Mir steht das gesamte Office-Paket zur Verfügung, jedoch kenne ich mich mit Project nicht so sehr aus und ich weiß auch nicht, ob sich dies mit Project realisieren läßt.
Jedenfalls denkt MS Project, dass an Samstagen und Sonntagen nie gearbeitet wird und zeichnet den Balken nur bis zum Fr. und nicht in den Sa. hinein.

Wäre super, wenn mir jmd. Tipps geben könnte.
Egal ob zu Project, Excel....

Danke fürs Durchlesen.

MFG


----------



## janoc (2. Juni 2008)

Excel kann dir ja eine Reihe automatisch fortsetzen; dh. du schreibst bloß beim Monatsersten das Datum rein, zb. "01.09.2009", klickst dann in der Zellenmarkierung rechts unten und zeihst es bis zum Monatsletzen; danach formatierst du dir die Zellen dass nur der Tag zweistellig angezeigt wird.


----------



## kalterjava (3. Juni 2008)

Hallo Janoc,

vielen Dank für deine Antwort.
Das ist echt ein guter Tipp. Somit wäre das Problem mit den "dynamischen" Monats-Tagen gelöst. Denoch muss man manuell für jeden Monat den ersten Tag setzen und auch schauen, was für ein Wochentag das ist.

Bleibt noch das Problem mit den Balken und der Beschriftung.
Die Kollegen wollen von der manuellen Klick-Lösung (Zellen markieren, Zellen verbinden, Beschriftung reinschreiben, Hintergrundfarbe setzen) wegkommen, da viele Seminare im Jahr anstehen und somit versehentlich ein Balken falsch gesetzt wird.
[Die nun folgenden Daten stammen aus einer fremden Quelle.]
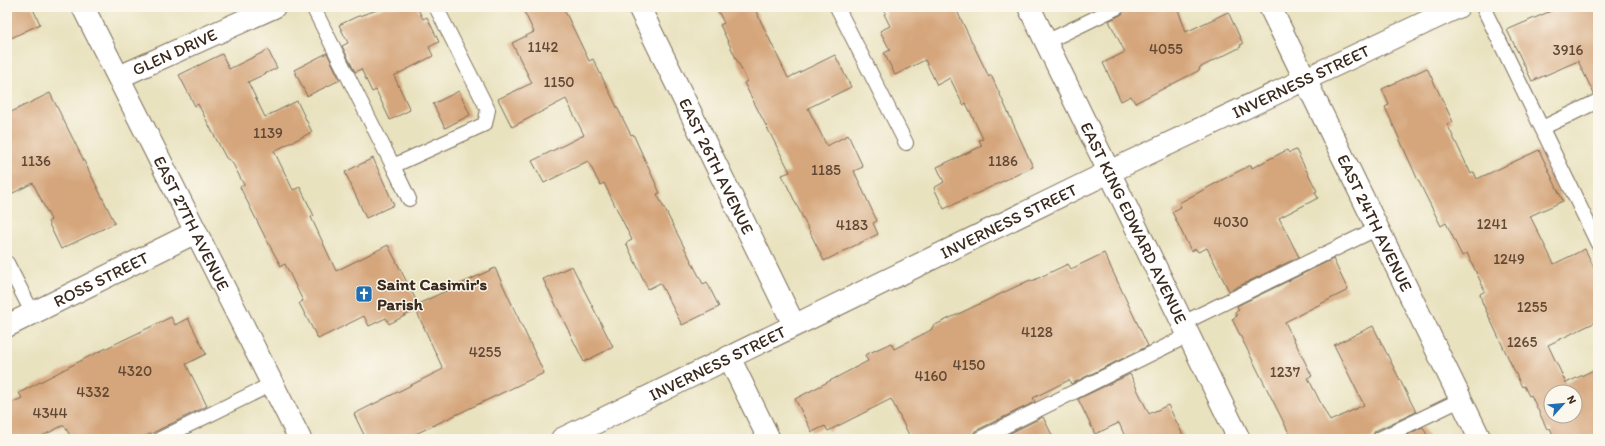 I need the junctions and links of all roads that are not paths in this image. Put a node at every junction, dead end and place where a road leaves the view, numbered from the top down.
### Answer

Die optimale Lösung wäre eine Tabelle in Excel, wo man die Seminarbeschriftung und die Termine aufführt. Augrund dieser Tabelle, sollen dann die Balken dementsprechen formatiert werden.

Beispieleintrag in der Tabelle

Bezeichnung________VON______________BIS

VWL         ________11.09.09___________12.09.09

Zum besseren Verständnis poste ich kurz einen Ausschnitt aus der aktuellen Übersicht.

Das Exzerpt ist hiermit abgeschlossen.